Chancellor of the Exchequer Philip Hammond has already signaled the end of the financial austerity espoused by his predecessor, George Osborne. The European Commission's decision not to impose sanctions on Spain and Portugal for exceeding the maximum deficit threshold implies a certain leniency on the part of the EU authorities after Brexit, perhaps due to fears for European unity. In turn, Japan, also close to the limits of monetary policy, has launched a package of public spending measures for JPY 28 trillion (USD 000 billion).

I'm not saying government spending is a panacea for low growth and productivity, but these signals suggest that the Brexit referendum could be the catalyst needed for governments to adopt more growth-friendly policies, allowing central banks to catch their breath .

The door for Brexit to deliver positive outcomes for both the UK and global markets is still open, but it won't be forever.

Tactical asset allocation

Trends in global economic growth, central bank policies and corporate earnings justified our risk appetite. US consumption remains healthy; according to the Atlanta Fed, average wages are growing at a rate of 3,4%, close to the highest levels since March 2009, and the net wealth of American households is at record levels. Growth in domestic demand in the second half of the year will boost earnings per share, which are expected to rise 3% year over year.
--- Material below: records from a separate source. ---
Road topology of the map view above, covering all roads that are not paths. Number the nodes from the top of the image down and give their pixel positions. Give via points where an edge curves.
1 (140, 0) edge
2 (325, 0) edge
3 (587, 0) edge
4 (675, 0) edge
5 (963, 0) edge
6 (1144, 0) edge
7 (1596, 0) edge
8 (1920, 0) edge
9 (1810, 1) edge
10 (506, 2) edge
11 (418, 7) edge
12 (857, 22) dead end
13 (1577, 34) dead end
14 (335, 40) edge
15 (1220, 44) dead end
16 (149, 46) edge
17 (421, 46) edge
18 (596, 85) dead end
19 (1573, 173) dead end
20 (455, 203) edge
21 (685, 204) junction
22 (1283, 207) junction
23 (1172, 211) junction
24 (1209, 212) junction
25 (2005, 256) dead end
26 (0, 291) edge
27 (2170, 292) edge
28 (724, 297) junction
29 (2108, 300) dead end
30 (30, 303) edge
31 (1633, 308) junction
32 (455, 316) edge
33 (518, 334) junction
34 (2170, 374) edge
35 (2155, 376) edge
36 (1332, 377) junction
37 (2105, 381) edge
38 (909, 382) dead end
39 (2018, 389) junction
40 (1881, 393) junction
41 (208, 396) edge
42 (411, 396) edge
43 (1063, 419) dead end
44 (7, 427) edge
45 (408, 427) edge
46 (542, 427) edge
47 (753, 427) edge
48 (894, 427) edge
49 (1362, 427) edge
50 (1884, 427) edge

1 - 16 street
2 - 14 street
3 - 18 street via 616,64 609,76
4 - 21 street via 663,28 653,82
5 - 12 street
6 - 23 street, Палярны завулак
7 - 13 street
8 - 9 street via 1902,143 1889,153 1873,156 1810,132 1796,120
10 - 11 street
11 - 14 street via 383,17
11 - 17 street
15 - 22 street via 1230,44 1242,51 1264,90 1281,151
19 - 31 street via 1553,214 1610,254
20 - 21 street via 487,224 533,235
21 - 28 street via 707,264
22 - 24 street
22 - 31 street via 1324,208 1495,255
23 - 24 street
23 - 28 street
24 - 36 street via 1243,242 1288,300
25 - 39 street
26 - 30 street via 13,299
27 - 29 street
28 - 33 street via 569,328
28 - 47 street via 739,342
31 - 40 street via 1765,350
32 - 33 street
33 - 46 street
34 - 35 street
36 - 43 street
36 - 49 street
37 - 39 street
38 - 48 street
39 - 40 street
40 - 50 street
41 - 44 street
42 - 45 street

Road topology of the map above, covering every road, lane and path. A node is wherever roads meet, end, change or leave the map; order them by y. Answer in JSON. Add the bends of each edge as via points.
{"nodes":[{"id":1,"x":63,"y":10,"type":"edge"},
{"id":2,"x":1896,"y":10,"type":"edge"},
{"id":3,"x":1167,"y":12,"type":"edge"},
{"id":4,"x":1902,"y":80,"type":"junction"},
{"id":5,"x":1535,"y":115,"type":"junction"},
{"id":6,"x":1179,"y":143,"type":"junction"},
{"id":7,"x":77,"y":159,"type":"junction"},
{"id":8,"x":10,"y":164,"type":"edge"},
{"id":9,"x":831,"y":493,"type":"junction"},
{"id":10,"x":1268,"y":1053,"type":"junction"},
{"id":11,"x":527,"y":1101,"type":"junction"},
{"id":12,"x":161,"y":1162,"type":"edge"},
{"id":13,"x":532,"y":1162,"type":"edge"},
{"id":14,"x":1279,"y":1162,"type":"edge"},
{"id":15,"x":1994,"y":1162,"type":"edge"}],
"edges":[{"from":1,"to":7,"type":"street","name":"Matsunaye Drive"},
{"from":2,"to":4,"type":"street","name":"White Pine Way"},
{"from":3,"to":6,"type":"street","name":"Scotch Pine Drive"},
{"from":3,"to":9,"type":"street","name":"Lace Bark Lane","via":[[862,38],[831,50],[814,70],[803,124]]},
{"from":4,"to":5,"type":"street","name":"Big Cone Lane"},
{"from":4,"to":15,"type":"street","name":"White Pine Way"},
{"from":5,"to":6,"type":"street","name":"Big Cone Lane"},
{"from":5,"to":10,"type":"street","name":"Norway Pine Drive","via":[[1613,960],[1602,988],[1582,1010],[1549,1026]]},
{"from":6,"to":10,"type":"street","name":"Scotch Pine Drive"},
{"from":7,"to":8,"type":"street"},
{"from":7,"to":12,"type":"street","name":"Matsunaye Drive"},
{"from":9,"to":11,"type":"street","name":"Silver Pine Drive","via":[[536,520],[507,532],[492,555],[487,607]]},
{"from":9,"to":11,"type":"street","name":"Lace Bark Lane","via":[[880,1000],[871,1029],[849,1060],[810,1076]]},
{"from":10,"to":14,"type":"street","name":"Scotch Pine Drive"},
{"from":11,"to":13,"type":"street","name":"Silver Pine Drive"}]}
The recovery in investment spending in the energy sector also bodes well for US manufacturing activity.

With financing costs only gradually rising, the cost of corporate debt will remain low for US and emerging market companies.

This picture plays into our overweight in US and emerging equities in global portfolios. US equities still remain attractive relative to high grade bonds, even though they trade at a 15% premium to past average price-earnings since 1960. In credit markets, we remain overweight US investment grade bonds, which with a by 109 basis points (bps) still offer an attractive yield premium over high grade bonds.

We also maintain an overweight position in emerging market equities relative to Swiss equities. Encouraging signs of stabilization have emerged in emerging economies, where purchasing managers' indexes point to strengthening activity in emerging Asia and Latin America. In turn, earnings appear to be firmer, after the 30% drop accumulated since the beginning of 2012. Conversely, the Swiss market, which has a high exposure to defensive sectors, will participate to a lesser extent in the global economic recovery.